Information shown START

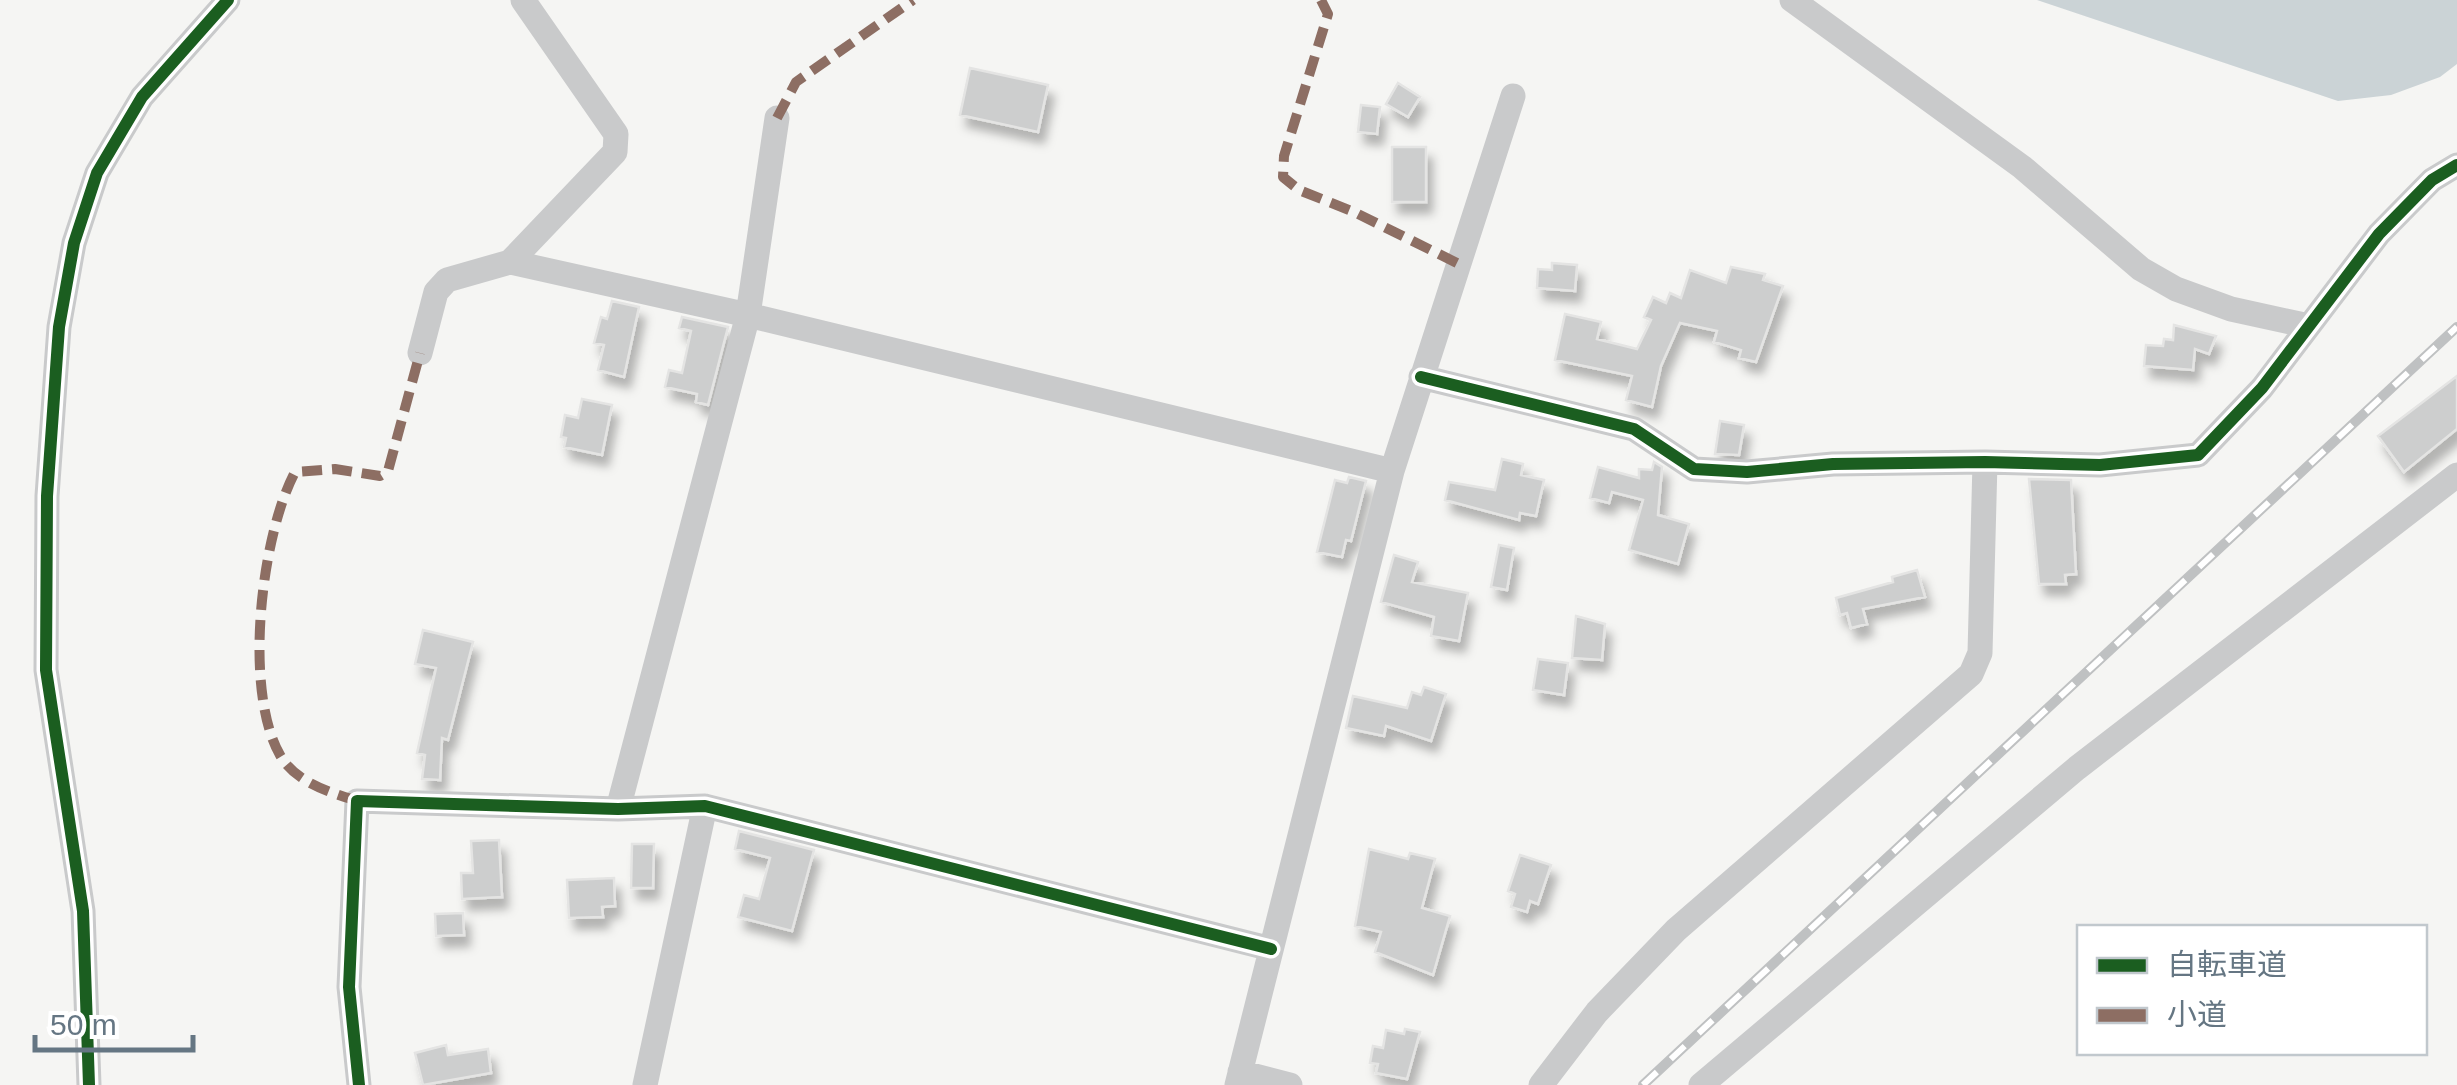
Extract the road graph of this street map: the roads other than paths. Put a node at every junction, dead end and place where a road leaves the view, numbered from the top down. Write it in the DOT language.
graph roads {
  1 [pos="228,0"];
  2 [pos="523,0"];
  3 [pos="1792,0"];
  4 [pos="1513,96"];
  5 [pos="777,118"];
  6 [pos="2457,166"];
  7 [pos="510,262"];
  8 [pos="748,315"];
  9 [pos="2310,326"];
  10 [pos="420,353"];
  11 [pos="1422,377"];
  12 [pos="1986,462"];
  13 [pos="1392,472"];
  14 [pos="2457,475"];
  15 [pos="705,806"];
  16 [pos="618,808"];
  17 [pos="1271,949"];
  18 [pos="1239,1078"];
  19 [pos="89,1085"];
  20 [pos="359,1085"];
  21 [pos="645,1085"];
  22 [pos="1290,1085"];
  23 [pos="1540,1085"];
  24 [pos="1701,1085"];
  1 -- 19 [label="street"];
  2 -- 7 [label="street"];
  3 -- 9 [label="street"];
  4 -- 11 [label="street"];
  5 -- 8 [label="street"];
  6 -- 9 [label="street"];
  7 -- 8 [label="street"];
  7 -- 10 [label="street"];
  8 -- 13 [label="street"];
  8 -- 16 [label="street"];
  9 -- 12 [label="street"];
  11 -- 12 [label="street"];
  11 -- 13 [label="street"];
  12 -- 23 [label="street"];
  13 -- 17 [label="street"];
  14 -- 24 [label="street"];
  15 -- 16 [label="street"];
  15 -- 17 [label="street"];
  15 -- 21 [label="street"];
  16 -- 20 [label="street"];
  17 -- 18 [label="street"];
  18 -- 22 [label="street"];
}
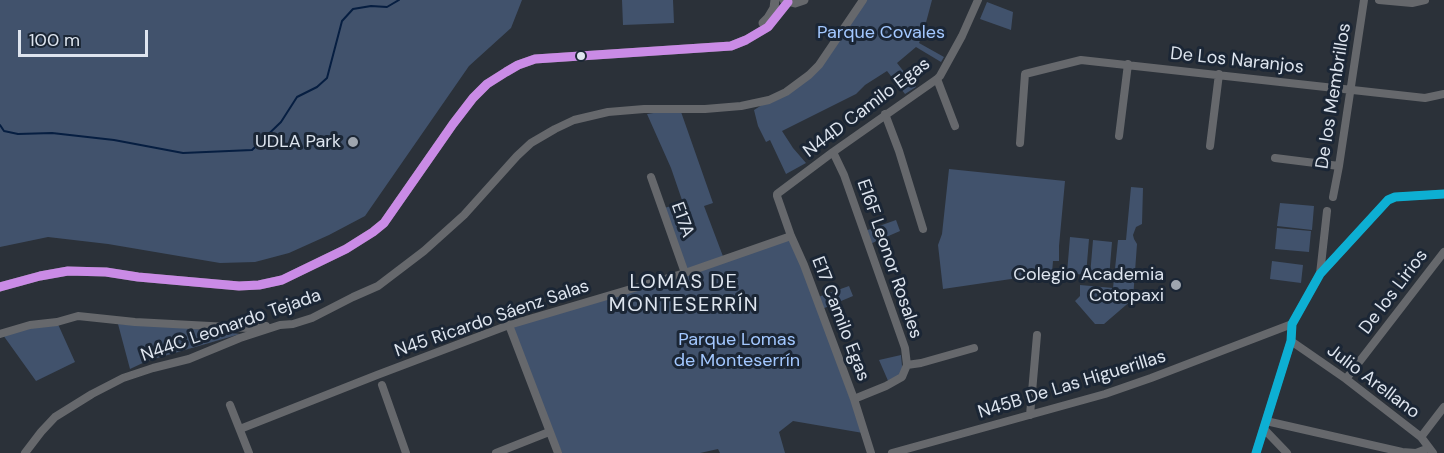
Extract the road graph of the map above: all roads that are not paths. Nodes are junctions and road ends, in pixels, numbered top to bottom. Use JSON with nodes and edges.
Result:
{"nodes":[{"id":1,"x":775,"y":0,"type":"edge"},
{"id":2,"x":804,"y":0,"type":"edge"},
{"id":3,"x":863,"y":0,"type":"edge"},
{"id":4,"x":978,"y":0,"type":"edge"},
{"id":5,"x":1364,"y":0,"type":"edge"},
{"id":6,"x":1379,"y":0,"type":"edge"},
{"id":7,"x":1425,"y":0,"type":"edge"},
{"id":8,"x":786,"y":1,"type":"edge"},
{"id":9,"x":746,"y":40,"type":"junction"},
{"id":10,"x":1128,"y":64,"type":"junction"},
{"id":11,"x":1219,"y":74,"type":"junction"},
{"id":12,"x":937,"y":79,"type":"junction"},
{"id":13,"x":1350,"y":89,"type":"junction"},
{"id":14,"x":1444,"y":94,"type":"edge"},
{"id":15,"x":885,"y":114,"type":"junction"},
{"id":16,"x":955,"y":126,"type":"dead end"},
{"id":17,"x":1119,"y":136,"type":"dead end"},
{"id":18,"x":1020,"y":143,"type":"dead end"},
{"id":19,"x":1210,"y":146,"type":"dead end"},
{"id":20,"x":832,"y":152,"type":"junction"},
{"id":21,"x":1275,"y":158,"type":"dead end"},
{"id":22,"x":1339,"y":166,"type":"junction"},
{"id":23,"x":651,"y":177,"type":"dead end"},
{"id":24,"x":1444,"y":195,"type":"edge"},
{"id":25,"x":777,"y":196,"type":"joint"},
{"id":26,"x":1333,"y":197,"type":"dead end"},
{"id":27,"x":1327,"y":211,"type":"dead end"},
{"id":28,"x":923,"y":229,"type":"dead end"},
{"id":29,"x":792,"y":237,"type":"junction"},
{"id":30,"x":1444,"y":252,"type":"edge"},
{"id":31,"x":684,"y":273,"type":"junction"},
{"id":32,"x":1320,"y":274,"type":"junction"},
{"id":33,"x":0,"y":287,"type":"edge"},
{"id":34,"x":1292,"y":324,"type":"junction"},
{"id":35,"x":279,"y":325,"type":"junction"},
{"id":36,"x":509,"y":325,"type":"junction"},
{"id":37,"x":0,"y":334,"type":"edge"},
{"id":38,"x":1037,"y":335,"type":"dead end"},
{"id":39,"x":1291,"y":341,"type":"junction"},
{"id":40,"x":975,"y":348,"type":"dead end"},
{"id":41,"x":907,"y":365,"type":"junction"},
{"id":42,"x":1346,"y":380,"type":"junction"},
{"id":43,"x":382,"y":385,"type":"dead end"},
{"id":44,"x":854,"y":399,"type":"junction"},
{"id":45,"x":230,"y":405,"type":"dead end"},
{"id":46,"x":1444,"y":407,"type":"edge"},
{"id":47,"x":1030,"y":415,"type":"junction"},
{"id":48,"x":1265,"y":425,"type":"junction"},
{"id":49,"x":240,"y":429,"type":"junction"},
{"id":50,"x":549,"y":432,"type":"junction"},
{"id":51,"x":1421,"y":436,"type":"junction"},
{"id":52,"x":1431,"y":450,"type":"edge"},
{"id":53,"x":25,"y":453,"type":"edge"},
{"id":54,"x":249,"y":453,"type":"edge"},
{"id":55,"x":406,"y":453,"type":"edge"},
{"id":56,"x":496,"y":453,"type":"edge"},
{"id":57,"x":558,"y":453,"type":"edge"},
{"id":58,"x":871,"y":453,"type":"edge"},
{"id":59,"x":892,"y":453,"type":"edge"},
{"id":60,"x":1257,"y":453,"type":"edge"},
{"id":61,"x":1287,"y":453,"type":"edge"}],
"edges":[{"from":1,"to":9,"type":"street"},
{"from":2,"to":8,"type":"street"},
{"from":3,"to":35,"type":"street","name":"N44C Leonardo Tejada"},
{"from":4,"to":12,"type":"street","name":"N44D Camilo Egas"},
{"from":5,"to":13,"type":"street","name":"De los Membrillos"},
{"from":6,"to":7,"type":"street"},
{"from":8,"to":9,"type":"street"},
{"from":9,"to":33,"type":"street"},
{"from":10,"to":11,"type":"street","name":"De Los Naranjos"},
{"from":10,"to":17,"type":"street"},
{"from":10,"to":18,"type":"street","name":"De Los Naranjos"},
{"from":11,"to":13,"type":"street","name":"De Los Naranjos"},
{"from":11,"to":19,"type":"street"},
{"from":12,"to":15,"type":"street","name":"N44D Camilo Egas"},
{"from":12,"to":16,"type":"street"},
{"from":13,"to":14,"type":"street","name":"De Los Naranjos"},
{"from":13,"to":22,"type":"street","name":"De los Membrillos"},
{"from":15,"to":20,"type":"street","name":"N44D Camilo Egas"},
{"from":15,"to":28,"type":"street"},
{"from":20,"to":25,"type":"street","name":"N44D Camilo Egas"},
{"from":20,"to":41,"type":"street","name":"E16F Leonor Rosales"},
{"from":21,"to":22,"type":"street"},
{"from":22,"to":26,"type":"street","name":"De los Membrillos"},
{"from":23,"to":31,"type":"street","name":"E17A"},
{"from":24,"to":32,"type":"street"},
{"from":25,"to":29,"type":"street","name":"E17 Camilo Egas"},
{"from":27,"to":32,"type":"street"},
{"from":29,"to":31,"type":"street","name":"N45 Ricardo Sáenz Salas"},
{"from":29,"to":44,"type":"street","name":"E17 Camilo Egas"},
{"from":30,"to":42,"type":"street","name":"De los Lirios"},
{"from":31,"to":36,"type":"street","name":"N45 Ricardo Sáenz Salas"},
{"from":32,"to":34,"type":"street"},
{"from":34,"to":39,"type":"street"},
{"from":34,"to":47,"type":"street","name":"N45B De Las Higuerillas"},
{"from":35,"to":37,"type":"street"},
{"from":35,"to":53,"type":"street","name":"N44C Leonardo Tejada"},
{"from":36,"to":49,"type":"street","name":"N45 Ricardo Sáenz Salas"},
{"from":36,"to":50,"type":"street"},
{"from":38,"to":47,"type":"street"},
{"from":39,"to":42,"type":"street","name":"Julio Arellano"},
{"from":39,"to":48,"type":"street"},
{"from":40,"to":41,"type":"street"},
{"from":41,"to":44,"type":"street","name":"E16F Leonor Rosales"},
{"from":42,"to":51,"type":"street","name":"Julio Arellano"},
{"from":43,"to":55,"type":"street"},
{"from":44,"to":58,"type":"street","name":"E17 Camilo Egas"},
{"from":45,"to":49,"type":"street"},
{"from":46,"to":51,"type":"street"},
{"from":47,"to":59,"type":"street","name":"N45B De Las Higuerillas"},
{"from":48,"to":52,"type":"street"},
{"from":48,"to":60,"type":"street"},
{"from":48,"to":61,"type":"street"},
{"from":49,"to":54,"type":"street"},
{"from":50,"to":56,"type":"street"},
{"from":50,"to":57,"type":"street"},
{"from":51,"to":52,"type":"street","name":"Julio Arellano"}]}
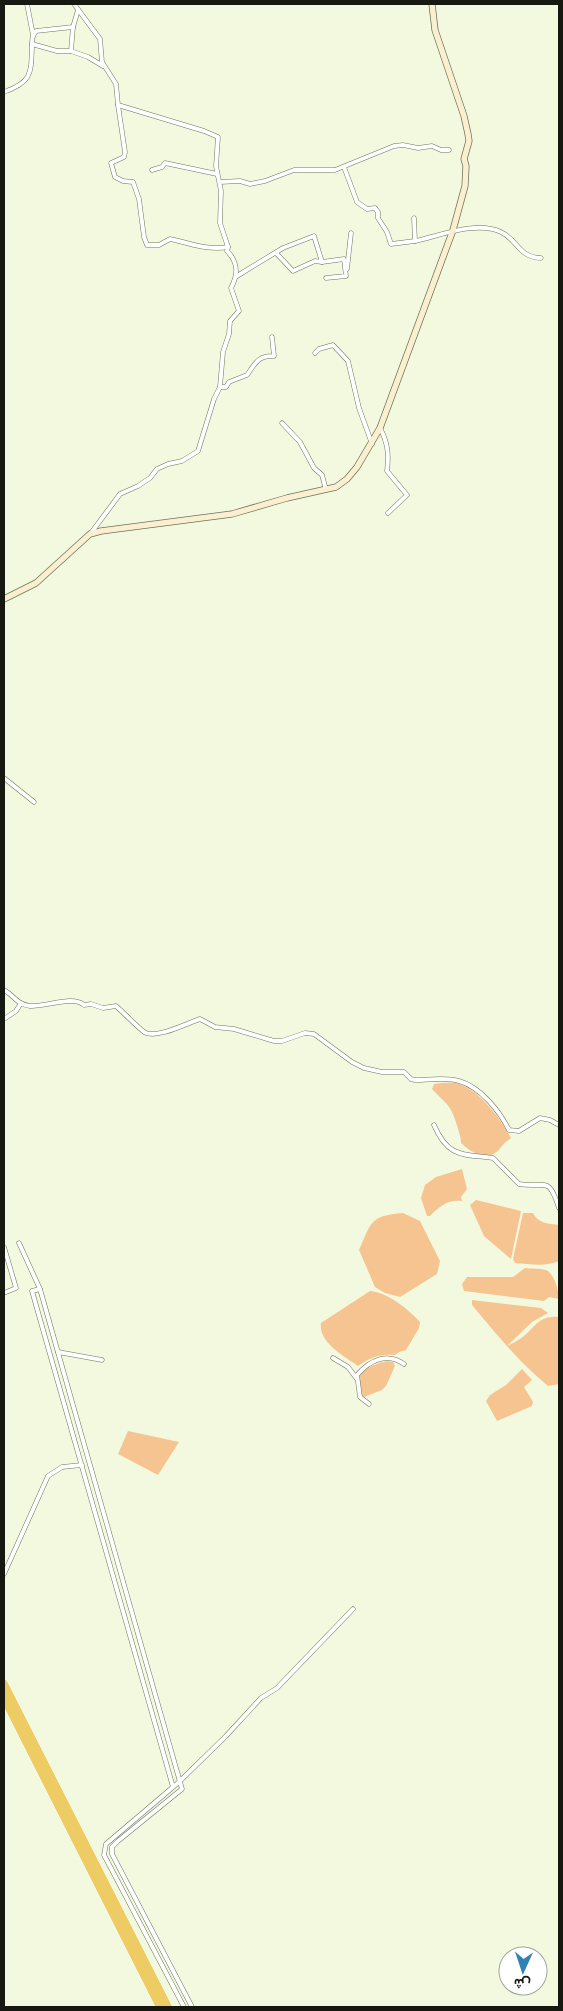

Information shown END

*Task to carry out*:
Would you reproduce, exactly and with nothing added, every line from the beginning of the entries above through the line that contains "Extract the road graph of the", both included, leaving out the pictures?

*Answer below*:
Extract the road graph of this street map: the roads other than paths. Put a node at every junction, dead end and place where a road leaves the view, numbered from the top down. Write it in the DOT language.
graph roads {
  1 [pos="228,0"];
  2 [pos="523,0"];
  3 [pos="1792,0"];
  4 [pos="1513,96"];
  5 [pos="777,118"];
  6 [pos="2457,166"];
  7 [pos="510,262"];
  8 [pos="748,315"];
  9 [pos="2310,326"];
  10 [pos="420,353"];
  11 [pos="1422,377"];
  12 [pos="1986,462"];
  13 [pos="1392,472"];
  14 [pos="2457,475"];
  15 [pos="705,806"];
  16 [pos="618,808"];
  17 [pos="1271,949"];
  18 [pos="1239,1078"];
  19 [pos="89,1085"];
  20 [pos="359,1085"];
  21 [pos="645,1085"];
  22 [pos="1290,1085"];
  23 [pos="1540,1085"];
  24 [pos="1701,1085"];
  1 -- 19 [label="street"];
  2 -- 7 [label="street"];
  3 -- 9 [label="street"];
  4 -- 11 [label="street"];
  5 -- 8 [label="street"];
  6 -- 9 [label="street"];
  7 -- 8 [label="street"];
  7 -- 10 [label="street"];
  8 -- 13 [label="street"];
  8 -- 16 [label="street"];
  9 -- 12 [label="street"];
  11 -- 12 [label="street"];
  11 -- 13 [label="street"];
  12 -- 23 [label="street"];
  13 -- 17 [label="street"];
  14 -- 24 [label="street"];
  15 -- 16 [label="street"];
  15 -- 17 [label="street"];
  15 -- 21 [label="street"];
  16 -- 20 [label="street"];
  17 -- 18 [label="street"];
  18 -- 22 [label="street"];
}
Extract the road graph of the map above: all roads that are not paths. Nodes are junctions and road ends, in pixels, numbered top to bottom. Use JSON with nodes and edges.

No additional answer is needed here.